================== Welcome to 3dMSS ==================
Program for Voxelwise Multilevel Smoothing Spline (MSS) Analysis
#+++++++++++++++++++++++++++++++++++++++++++++++++++++++++++++++++++++++++++
Version 1.0.6, Sept 24, 2023
Author: Gang Chen (gangchen@mail.nih.gov)
Website - https://afni.nimh.nih.gov/gangchen_homepage
SSCC/NIMH, National Institutes of Health, Bethesda MD 20892, USA
#+++++++++++++++++++++++++++++++++++++++++++++++++++++++++++++++++++++++++++
Introduction
------
Multilevel Smoothing-Spline (MSS) Modeling
The linearity assumption surrounding a quantitative variable in common
practice may be a reasonable approximation especially when the variable
is confined within a narrow range, but can be inappropriate under some
circumstances when the variable's effect is non-monotonic or tortuous.
As a more flexible and adaptive approach, multilevel smoothing splines
(MSS) offers a more powerful analytical tool for population-level
neuroimaging data analysis that involves one or more quantitative
predictors. More theoretical discussion can be found in
Chen, G., Nash, T.A., Cole, K.M., Kohn, P.D., Wei, S.-M., Gregory, M.D.,
Eisenberg, D.P., Cox, R.W., Berman, K.F., Shane Kippenhan, J., 2021.
Beyond linearity in neuroimaging: Capturing nonlinear relationships with
application to longitudinal studies. NeuroImage 233, 117891.
https://doi.org/10.1016/j.neuroimage.2021.117891
Chen, G., Taylor, P.A., Reynolds, R.C., Leibenluft, E., Pine, D.S.,
Brotman, M.A., Pagliaccio, D., Haller, S.P., 2023. BOLD Response is more
than just magnitude: Improving detection sensitivity through capturing
hemodynamic profiles. NeuroImage 277, 120224.
https://doi.org/10.1016/j.neuroimage.2023.120224
To be able to run 3dMSS, one needs to have the following R packages
installed: "gamm4" and "snow". To install these R packages, run the
following command at the terminal:
rPkgsInstall -pkgs "gamm4,snow"
Alternatively you may install them in R:
install.packages("gamm4")
install.packages("snow")
It is best to go through all the examples below to get hang of the MSS
scripting interface. Once the 3dMSS script is constructed, it can be run
by copying and pasting to the terminal. Alternatively (and probably better)

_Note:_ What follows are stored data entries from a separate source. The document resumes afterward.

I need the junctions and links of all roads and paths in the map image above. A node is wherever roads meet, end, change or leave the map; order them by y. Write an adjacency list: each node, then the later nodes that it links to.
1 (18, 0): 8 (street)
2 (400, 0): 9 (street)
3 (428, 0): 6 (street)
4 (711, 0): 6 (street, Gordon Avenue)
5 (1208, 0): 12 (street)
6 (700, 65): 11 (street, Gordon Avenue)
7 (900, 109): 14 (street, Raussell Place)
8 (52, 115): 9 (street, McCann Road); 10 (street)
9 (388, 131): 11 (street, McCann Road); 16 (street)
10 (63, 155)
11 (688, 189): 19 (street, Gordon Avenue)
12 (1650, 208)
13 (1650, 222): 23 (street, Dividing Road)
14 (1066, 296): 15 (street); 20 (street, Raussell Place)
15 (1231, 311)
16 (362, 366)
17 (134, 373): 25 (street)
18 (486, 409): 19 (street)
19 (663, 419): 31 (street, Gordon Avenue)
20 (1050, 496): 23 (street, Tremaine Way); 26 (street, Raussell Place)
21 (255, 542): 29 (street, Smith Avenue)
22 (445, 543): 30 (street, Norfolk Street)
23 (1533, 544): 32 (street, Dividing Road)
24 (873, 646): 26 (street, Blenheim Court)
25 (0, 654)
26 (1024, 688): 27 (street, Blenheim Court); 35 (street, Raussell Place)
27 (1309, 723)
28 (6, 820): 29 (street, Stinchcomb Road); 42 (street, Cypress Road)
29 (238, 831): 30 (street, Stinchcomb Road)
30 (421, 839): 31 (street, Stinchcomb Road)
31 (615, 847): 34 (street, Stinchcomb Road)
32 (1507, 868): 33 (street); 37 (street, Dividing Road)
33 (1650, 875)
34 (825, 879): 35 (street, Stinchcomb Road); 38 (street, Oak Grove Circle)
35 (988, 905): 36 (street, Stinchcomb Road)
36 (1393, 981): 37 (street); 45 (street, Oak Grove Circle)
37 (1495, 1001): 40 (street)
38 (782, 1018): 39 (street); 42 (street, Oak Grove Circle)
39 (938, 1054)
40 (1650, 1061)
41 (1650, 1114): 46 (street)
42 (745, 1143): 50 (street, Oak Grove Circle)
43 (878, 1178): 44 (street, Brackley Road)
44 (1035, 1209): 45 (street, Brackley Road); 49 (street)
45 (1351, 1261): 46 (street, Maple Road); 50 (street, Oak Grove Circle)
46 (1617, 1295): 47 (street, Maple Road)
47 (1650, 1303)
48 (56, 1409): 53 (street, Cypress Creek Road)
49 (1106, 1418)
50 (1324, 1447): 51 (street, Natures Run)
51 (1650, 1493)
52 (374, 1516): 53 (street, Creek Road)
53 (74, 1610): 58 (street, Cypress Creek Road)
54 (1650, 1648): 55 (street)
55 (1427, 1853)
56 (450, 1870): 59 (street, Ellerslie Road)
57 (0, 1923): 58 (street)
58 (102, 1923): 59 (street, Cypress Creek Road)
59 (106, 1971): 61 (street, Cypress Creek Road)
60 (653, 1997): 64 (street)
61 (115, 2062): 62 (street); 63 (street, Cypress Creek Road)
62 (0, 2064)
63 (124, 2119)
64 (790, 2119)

you save the script as a text file, for example, called MSS.txt, and execute
it with the following (assuming on tc shell),
nohup tcsh -x MSS.txt &
or,
nohup tcsh -x MSS.txt > diary.txt &
or,
nohup tcsh -x MSS.txt |& tee diary.txt &
The advantage of the latter commands is that the progression is saved into
the text file diary.txt and, if anything goes awry, can be examined later.
Example 1 --- simplest case: one group of subjects with a between-subject
quantitative variable that does not vary within subject. MSS analysis is
set up to model the trajectory or trend along age, and can be specified
through the option -mrr, which is solved via a model formuation of ridge
regression. Again, the following exemplary script assumes that 'age' is
a between-subjects variable (not varying within subject):
3dMSS -prefix MSS -jobs 16 \
-mrr 's(age,k=10)' \
-qVars 'age' \
-mask myMask.nii \
-bounds -2 2 \
-prediction @pred.txt \
-dataTable @data.txt
The part 's(age,k=10)' indicates that 'age' is modeled via a smooth curve.
The minimum number of samples should be 6 or more. 'k=10' inside the model
specification s() sets the number of knots. If the number of data samples (e.g.,
age) is less than 10, set k to the number of available samples (e.g., 8).
No empty space is allowed in the model formulation. With the option
-bounds, values beyond [-2, 2] will be treated as outliers and considered
as missing. If you want to set a range, choose one that make sense with
your specific input data.
The file pred.txt lists all the expl1anatory variables (excluding lower-level variables
such as subject) for prediction. The file should be in a data.frame format as below:
label age
time1 1
time2 2
time3 3
...
time8 8
time9 9
time10 10
...
The file data.txt stores the information for all the variables and input data in a
data.frame format. For example:
Subj age InputFile
S1 1 ~/alex/MSS/S1.nii
S2 2 ~/alex/MSS/S2.nii
...
In the output the first sub-brick shows the statistical evidence in the
form of chi-square distribution with 2 degrees of freedom (2 DFs do not mean
anything, just for the convenience of information coding). This sub-brick is
the statistical evidence for the trejectory of the group. If you want to
estimate the trend at the population level, use the option -prediction with a
table that codes the ages you would like to track the trend. In the output
there is one predicted value for each age plus the associated uncertainty
(standard error). For example, with 10 age values, there will be 10 predicted
values plus 10 standard errors. The sub-bricks for prediction and standard
errors are interleaved.
Example 2 --- Largely same as Example 1, but with 'age' as a within-subject
quantitative variable (varying within each subject). The model is better
specified by replacing the line of -mrr in Example 1 with the following
two lines:
-mrr 's(age,k=10)+s(Subj,bs="re")' \
-vt Subj 's(Subj)' \
The part 's(age,k=10)' indicates that 'age' is modeled via a smooth curve.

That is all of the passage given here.